DATA TO PROCESS:
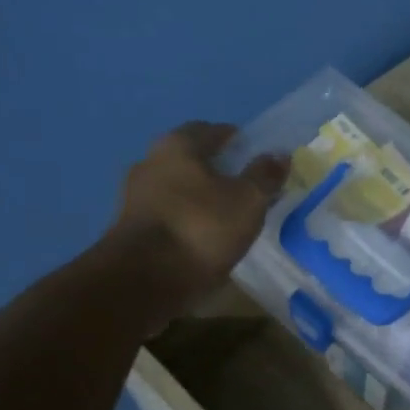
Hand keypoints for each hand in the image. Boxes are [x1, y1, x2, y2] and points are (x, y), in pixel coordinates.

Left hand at [113, 122, 286, 321]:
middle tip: (242, 183)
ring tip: (225, 212)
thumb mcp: (247, 201)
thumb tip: (280, 155)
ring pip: (176, 187)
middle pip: (189, 158)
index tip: (252, 152)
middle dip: (214, 167)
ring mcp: (135, 196)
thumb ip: (264, 176)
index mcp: (177, 146)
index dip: (233, 138)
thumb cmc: (201, 228)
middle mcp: (150, 162)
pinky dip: (185, 218)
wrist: (144, 280)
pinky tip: (202, 234)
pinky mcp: (130, 228)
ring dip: (198, 195)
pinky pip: (167, 214)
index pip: (210, 130)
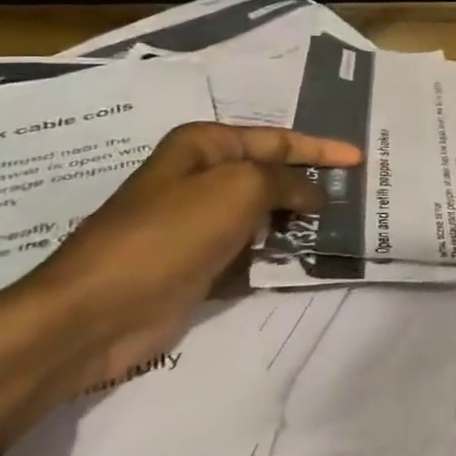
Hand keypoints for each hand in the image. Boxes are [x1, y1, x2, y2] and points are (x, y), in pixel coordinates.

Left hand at [0, 123, 361, 448]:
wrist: (94, 314)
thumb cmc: (168, 235)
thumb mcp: (239, 189)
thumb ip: (286, 181)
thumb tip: (313, 193)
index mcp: (204, 147)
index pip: (277, 140)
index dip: (321, 149)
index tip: (360, 160)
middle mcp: (202, 179)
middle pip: (272, 177)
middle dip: (312, 187)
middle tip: (356, 198)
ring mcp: (199, 225)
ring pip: (265, 217)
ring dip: (299, 224)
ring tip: (342, 230)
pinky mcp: (200, 265)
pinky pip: (252, 252)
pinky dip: (278, 255)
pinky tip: (308, 261)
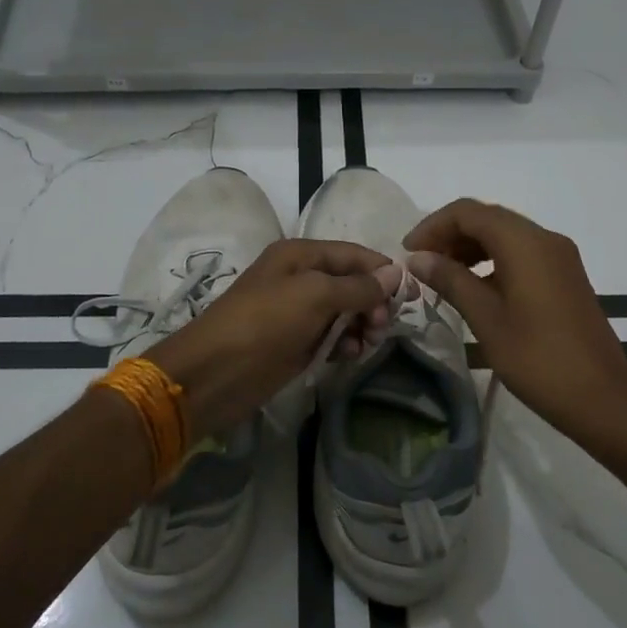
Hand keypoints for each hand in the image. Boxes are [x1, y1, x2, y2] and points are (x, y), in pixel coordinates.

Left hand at [151, 239, 394, 440]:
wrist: (215, 373)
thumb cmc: (264, 323)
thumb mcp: (314, 295)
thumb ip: (357, 286)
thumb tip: (395, 275)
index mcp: (301, 254)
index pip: (354, 254)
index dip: (383, 272)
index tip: (411, 297)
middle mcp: (300, 277)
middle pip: (352, 282)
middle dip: (373, 301)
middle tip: (382, 326)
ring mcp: (298, 312)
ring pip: (345, 312)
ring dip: (362, 325)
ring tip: (367, 343)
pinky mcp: (296, 342)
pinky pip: (332, 336)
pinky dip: (345, 343)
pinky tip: (349, 355)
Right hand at [405, 199, 626, 450]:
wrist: (603, 399)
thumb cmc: (538, 359)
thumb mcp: (486, 319)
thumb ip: (451, 280)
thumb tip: (418, 258)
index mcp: (525, 243)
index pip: (469, 212)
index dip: (433, 226)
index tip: (408, 253)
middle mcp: (545, 239)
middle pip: (487, 218)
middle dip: (450, 235)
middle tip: (421, 265)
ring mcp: (559, 257)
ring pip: (505, 235)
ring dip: (470, 247)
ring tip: (442, 277)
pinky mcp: (565, 276)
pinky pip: (521, 253)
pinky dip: (492, 260)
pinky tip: (474, 288)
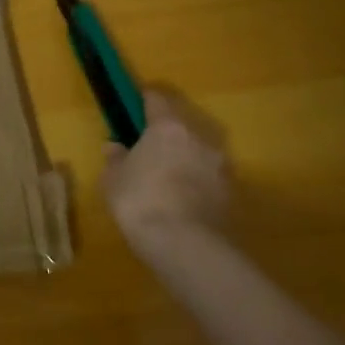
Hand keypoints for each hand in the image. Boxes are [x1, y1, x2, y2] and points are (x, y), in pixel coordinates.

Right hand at [102, 91, 232, 264]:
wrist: (184, 244)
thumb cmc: (140, 201)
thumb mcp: (113, 179)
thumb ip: (116, 159)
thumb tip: (115, 147)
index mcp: (168, 128)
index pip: (157, 101)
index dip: (146, 99)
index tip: (137, 100)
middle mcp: (200, 140)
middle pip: (182, 128)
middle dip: (167, 135)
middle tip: (150, 148)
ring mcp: (220, 167)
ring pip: (198, 154)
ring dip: (185, 160)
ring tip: (168, 178)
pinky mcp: (231, 194)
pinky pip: (208, 180)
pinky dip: (197, 184)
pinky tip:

REQUIRED WORK:
Reproduce each line of the records exactly and exclude any images.

RESPONSE AREA:
Hand keypoints for each hand in the image. Boxes are [x1, y1, x2, y2] and points are (x, y), in pixel coordinates.

Left hand at [113, 122, 286, 321]:
middle tip: (242, 183)
ring tip: (225, 212)
thumb mcp: (247, 201)
thumb tip: (280, 155)
ring pip: (176, 187)
middle pip: (189, 158)
index tip: (252, 152)
middle dip: (214, 167)
ring mcp: (135, 196)
thumb ip: (264, 176)
index mcp: (177, 146)
index dip: (233, 138)
thumb cmc: (201, 228)
middle mcp: (150, 162)
pinky dip: (185, 218)
wrist: (144, 280)
pinky tip: (202, 234)
pinky mcp: (130, 228)
ring dip: (198, 195)
pinky pip: (167, 214)
index pip: (210, 130)
Hand keypoints for each hand in the image. Boxes are [x1, y1, x2, y2] and points are (x, y), in pixel coordinates.

Left hand at [0, 123, 361, 448]:
wrist: (94, 314)
thumb cmc: (168, 235)
thumb mcp: (239, 189)
thumb ip: (286, 181)
thumb tip: (313, 193)
index mcp: (204, 147)
index pip: (277, 140)
index dip: (321, 149)
index tip: (360, 160)
middle mcp: (202, 179)
middle pip: (272, 177)
middle dip: (312, 187)
middle tip: (356, 198)
ring mcp: (199, 225)
ring pip: (265, 217)
ring dip: (299, 224)
ring tip: (342, 230)
pinky mcp: (200, 265)
pinky pip: (252, 252)
pinky dip: (278, 255)
pinky tip: (308, 261)
Hand keypoints for each hand in the image. Boxes are [x1, y1, x2, y2] and points are (x, y), in pixel coordinates.

Left hand at [151, 239, 394, 440]:
wrist: (215, 373)
thumb cmc: (264, 323)
thumb mcp: (314, 295)
thumb ip: (357, 286)
thumb tip: (395, 275)
index mcp: (301, 254)
index pip: (354, 254)
index dip: (383, 272)
index tip: (411, 297)
middle mcp: (300, 277)
middle pip: (352, 282)
middle dip: (373, 301)
middle tip: (382, 326)
ring mcp: (298, 312)
ring pip: (345, 312)
ring dip: (362, 325)
ring tip: (367, 343)
pinky mcp: (296, 342)
pinky pip: (332, 336)
pinky dip: (345, 343)
pinky tip: (349, 355)
Right hand at [405, 199, 626, 450]:
wrist: (603, 399)
thumb cmc: (538, 359)
thumb mcp: (486, 319)
thumb ip: (451, 280)
thumb tip: (418, 258)
index mcp: (525, 243)
index pip: (469, 212)
index dip: (433, 226)
index tip: (408, 253)
middle mcp: (545, 239)
middle pip: (487, 218)
middle dip: (450, 235)
middle tip: (421, 265)
ring mcp: (559, 257)
ring pip: (505, 235)
ring dip: (470, 247)
ring tip: (442, 277)
pinky mcp: (565, 276)
pinky pip: (521, 253)
pinky dip: (492, 260)
pinky tip: (474, 288)
Hand keypoints for each hand in the image. Boxes are [x1, y1, x2, y2] and points are (x, y), in pixel coordinates.

Right hand at [102, 91, 232, 264]:
wrist: (184, 244)
thumb cmc: (140, 201)
thumb mcp: (113, 179)
thumb ip: (116, 159)
thumb tip: (115, 147)
index mcp: (168, 128)
index pip: (157, 101)
index dip: (146, 99)
index tip: (137, 100)
middle mcp: (200, 140)
middle pip: (182, 128)
middle dip: (167, 135)
middle tip: (150, 148)
ring mcp: (220, 167)
ring pip: (198, 154)
ring dip: (185, 160)
ring tip: (168, 178)
pinky mcp: (231, 194)
pinky pip: (208, 180)
pinky dip: (197, 184)
pinky tip:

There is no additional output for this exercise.